Leboncoin surveille trois champs pour filtrer les annonces illicites : les mots-clés (par exemple, les expressions "comme le vrai" ou "ressemble à"), les marques et enfin les catégories de produits. Sans les nommer, May Berthelot rappelle que les AirPods ("un type d'écouteur") ou les sacs de grande marque comme Hermès ("un type de sac à main") vont être beaucoup plus visés par la contrefaçon que d'autres produits. De même pour les chaussures, particulièrement imitées. Cette stratégie lui permet de concentrer le plus gros des efforts de modération sur les produits les plus contrefaits.

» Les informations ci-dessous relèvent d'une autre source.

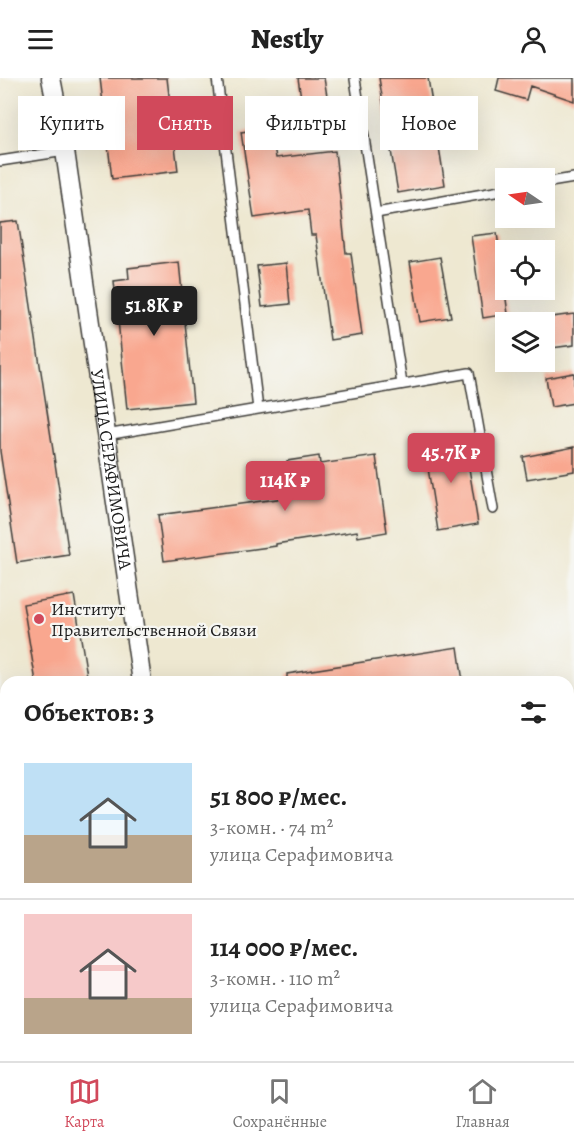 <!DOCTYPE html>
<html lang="ru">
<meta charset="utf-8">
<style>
:root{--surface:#fff;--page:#f2f2f2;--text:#222;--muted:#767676;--line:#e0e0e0;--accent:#d1495b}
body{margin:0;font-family:Alegreya,serif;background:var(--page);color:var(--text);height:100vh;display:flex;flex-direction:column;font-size:22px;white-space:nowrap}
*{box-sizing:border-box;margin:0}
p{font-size:20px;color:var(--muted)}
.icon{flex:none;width:33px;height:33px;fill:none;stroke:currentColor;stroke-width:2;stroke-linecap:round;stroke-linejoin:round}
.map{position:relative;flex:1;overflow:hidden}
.drawer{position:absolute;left:0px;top:598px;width:574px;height:386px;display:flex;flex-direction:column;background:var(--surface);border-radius:18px 18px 0 0;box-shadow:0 6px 24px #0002}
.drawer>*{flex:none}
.hud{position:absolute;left:18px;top:18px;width:538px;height:54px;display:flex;gap:12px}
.needle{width:39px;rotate:283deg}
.tools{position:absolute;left:495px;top:90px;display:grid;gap:12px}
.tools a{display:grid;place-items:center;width:60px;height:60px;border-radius:0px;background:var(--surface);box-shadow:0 6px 24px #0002;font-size:30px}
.price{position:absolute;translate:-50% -51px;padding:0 14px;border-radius:6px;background:var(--accent);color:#fff;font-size:20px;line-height:39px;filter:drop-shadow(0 2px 3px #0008)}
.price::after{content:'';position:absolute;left:50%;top:36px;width:18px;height:14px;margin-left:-9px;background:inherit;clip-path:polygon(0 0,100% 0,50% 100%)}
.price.active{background:#222;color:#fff}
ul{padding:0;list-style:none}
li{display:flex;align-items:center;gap:18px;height:150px;padding:0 24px}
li+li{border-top:2px solid var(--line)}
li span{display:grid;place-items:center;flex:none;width:168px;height:120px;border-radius:0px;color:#555}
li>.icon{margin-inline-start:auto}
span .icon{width:72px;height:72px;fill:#fffc;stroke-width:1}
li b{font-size:26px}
h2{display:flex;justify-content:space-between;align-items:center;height:72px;padding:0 24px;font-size:26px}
.tag{padding:0 21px;border-radius:0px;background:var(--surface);box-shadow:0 6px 24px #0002;font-size:21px;line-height:54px}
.tag.active{background:var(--accent);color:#fff}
header{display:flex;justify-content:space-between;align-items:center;height:78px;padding:0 24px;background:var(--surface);font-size:27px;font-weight:800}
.menu{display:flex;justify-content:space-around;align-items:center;height:84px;border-top:2px solid var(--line);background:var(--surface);font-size:16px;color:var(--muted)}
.menu a{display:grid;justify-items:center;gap:3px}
.menu .active{color:var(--accent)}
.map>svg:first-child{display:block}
</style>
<header><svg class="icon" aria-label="menu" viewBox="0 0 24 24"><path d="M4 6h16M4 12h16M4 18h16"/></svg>Nestly<svg class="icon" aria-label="person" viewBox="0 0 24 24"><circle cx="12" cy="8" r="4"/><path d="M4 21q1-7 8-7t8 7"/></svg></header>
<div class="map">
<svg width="574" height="983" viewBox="0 0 574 983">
<rect width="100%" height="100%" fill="#f6f6f2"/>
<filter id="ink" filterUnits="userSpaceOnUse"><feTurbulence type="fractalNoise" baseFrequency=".0167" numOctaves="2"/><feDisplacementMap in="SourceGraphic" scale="12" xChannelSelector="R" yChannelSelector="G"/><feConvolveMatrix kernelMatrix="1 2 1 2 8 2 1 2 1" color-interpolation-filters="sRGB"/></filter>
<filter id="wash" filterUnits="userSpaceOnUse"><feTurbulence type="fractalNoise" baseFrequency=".008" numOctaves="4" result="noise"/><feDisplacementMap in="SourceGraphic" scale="24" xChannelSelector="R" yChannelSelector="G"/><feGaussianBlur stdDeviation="1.35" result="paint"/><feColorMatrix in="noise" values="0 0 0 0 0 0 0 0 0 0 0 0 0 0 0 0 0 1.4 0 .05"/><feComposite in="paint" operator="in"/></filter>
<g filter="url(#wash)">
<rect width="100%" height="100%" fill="#eee8d1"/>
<g id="blocks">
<path fill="#f9a78f" d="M100 0H167L178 93 112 101Z
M298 0H324L330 36 304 40Z
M379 0H428L445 107 398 115Z
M499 0H574V23L530 8 526 22 496 13Z
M271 50 276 80 335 73 346 175H351L362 257 330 262 316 157H311L308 132 254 140 241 54Z
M18 143 69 477 17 485 0 373V145Z
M497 155 508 236 483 240 471 158Z
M440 179 451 239 420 244 410 184Z
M179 184 193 324 127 331 114 203 129 201 128 190Z
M286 185 290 226 262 229 257 188Z
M574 236V267L544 271V240Z
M574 295V325L551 329 546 300Z
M464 359 478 446 438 453 424 365Z
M574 369V393L527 401 523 379Z
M319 378 320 386 376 378 387 454 358 459 357 453 276 466V468L164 483 158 437 292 419 287 383Z
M74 517 88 604H36L23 526Z
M458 569 463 604H287V596Z"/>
</g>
</g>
<g filter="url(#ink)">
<use href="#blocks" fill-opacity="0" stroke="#3c3b37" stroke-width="1.5"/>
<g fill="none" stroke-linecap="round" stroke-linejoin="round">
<g stroke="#3c3b37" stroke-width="12">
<path id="lane" d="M217 0 258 331
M355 1 402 306
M0 83 65 73
M544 105 574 100
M376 135 506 112
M106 357 469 295 493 431"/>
</g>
<g stroke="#3c3b37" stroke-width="21">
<g id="street">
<path id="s1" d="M51 0 65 73 142 604"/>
<path d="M196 978 197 983"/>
</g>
</g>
<use href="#lane" stroke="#fff" stroke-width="9"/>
<use href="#street" stroke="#fff" stroke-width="18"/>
</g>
</g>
<circle fill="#d1495b" stroke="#f6f6f2" stroke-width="2" cx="39" cy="541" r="6"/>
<g text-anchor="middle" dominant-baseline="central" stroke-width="4.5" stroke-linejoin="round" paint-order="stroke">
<g font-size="18" fill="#1c1c1c" stroke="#f6f6f2">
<text stroke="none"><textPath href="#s1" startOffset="396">УЛИЦА СЕРАФИМОВИЧА</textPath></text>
</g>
<g font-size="18" fill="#1c1c1c" stroke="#f6f6f2" text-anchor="start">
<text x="51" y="531">Институт<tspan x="51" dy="21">Правительственной Связи</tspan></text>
</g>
</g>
</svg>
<div class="tools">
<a><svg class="needle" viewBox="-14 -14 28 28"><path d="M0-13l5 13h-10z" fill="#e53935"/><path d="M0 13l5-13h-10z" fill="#767676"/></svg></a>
<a><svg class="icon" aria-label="locate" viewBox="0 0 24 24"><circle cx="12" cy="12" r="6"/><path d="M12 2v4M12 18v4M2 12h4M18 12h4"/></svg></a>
<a><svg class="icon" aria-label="layers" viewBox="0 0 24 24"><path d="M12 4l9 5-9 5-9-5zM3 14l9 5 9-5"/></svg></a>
</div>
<b class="price active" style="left:154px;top:259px">51.8K ₽</b>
<b class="price" style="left:451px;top:406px">45.7K ₽</b>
<b class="price" style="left:285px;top:434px">114K ₽</b>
<div class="hud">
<a class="tag">Купить</a>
<a class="tag active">Снять</a>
<a class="tag">Фильтры</a>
<a class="tag">Новое</a>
</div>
<section class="drawer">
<h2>Объектов: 3<svg class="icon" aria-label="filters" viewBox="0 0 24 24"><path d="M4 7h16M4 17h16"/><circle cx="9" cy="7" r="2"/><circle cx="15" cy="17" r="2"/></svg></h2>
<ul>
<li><span style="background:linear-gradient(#bfe0f5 60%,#b9a48a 0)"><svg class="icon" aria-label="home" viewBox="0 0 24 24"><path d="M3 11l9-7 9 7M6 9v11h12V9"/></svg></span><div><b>51 800 ₽/мес.</b><p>3-комн. · 74 m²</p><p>улица Серафимовича</p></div></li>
<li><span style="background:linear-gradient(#f6c9c9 70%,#b9a48a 0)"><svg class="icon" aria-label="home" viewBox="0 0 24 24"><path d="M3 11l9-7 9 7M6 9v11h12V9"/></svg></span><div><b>114 000 ₽/мес.</b><p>3-комн. · 110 m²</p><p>улица Серафимовича</p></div></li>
</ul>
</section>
</div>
<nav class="menu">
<a class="active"><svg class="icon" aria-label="map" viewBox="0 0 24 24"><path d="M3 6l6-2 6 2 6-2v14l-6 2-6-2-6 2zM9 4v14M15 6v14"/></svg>Карта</a>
<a><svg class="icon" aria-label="saved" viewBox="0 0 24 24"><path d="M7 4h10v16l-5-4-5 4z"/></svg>Сохранённые</a>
<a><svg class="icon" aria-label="home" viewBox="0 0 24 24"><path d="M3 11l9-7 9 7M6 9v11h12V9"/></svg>Главная</a>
</nav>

Au vu du volume d'annonces traitées par Leboncoin, le tri se fait avant tout de manière automatique, avec les méthodes d'intelligence artificielle standard du marché : arbre de décision, machine learning ou encore détection d'image, qui consistent à créer des modèles de détection des offres frauduleuses par l'analyste du texte, de l'image, ou des deux. Le calibrage de ces mécanismes peut relever du jeu d'équilibriste : si les critères sont trop laxistes, une grande partie de la fraude passera outre le filtre. Si les critères sont trop stricts, les faux positifs (des annonces légitimes détectées comme frauduleuses) risquent d'être trop nombreux. C'est pourquoi l'entraînement de ce genre d'algorithme est constant, et ils doivent -du moins en théorie- s'améliorer avec le temps.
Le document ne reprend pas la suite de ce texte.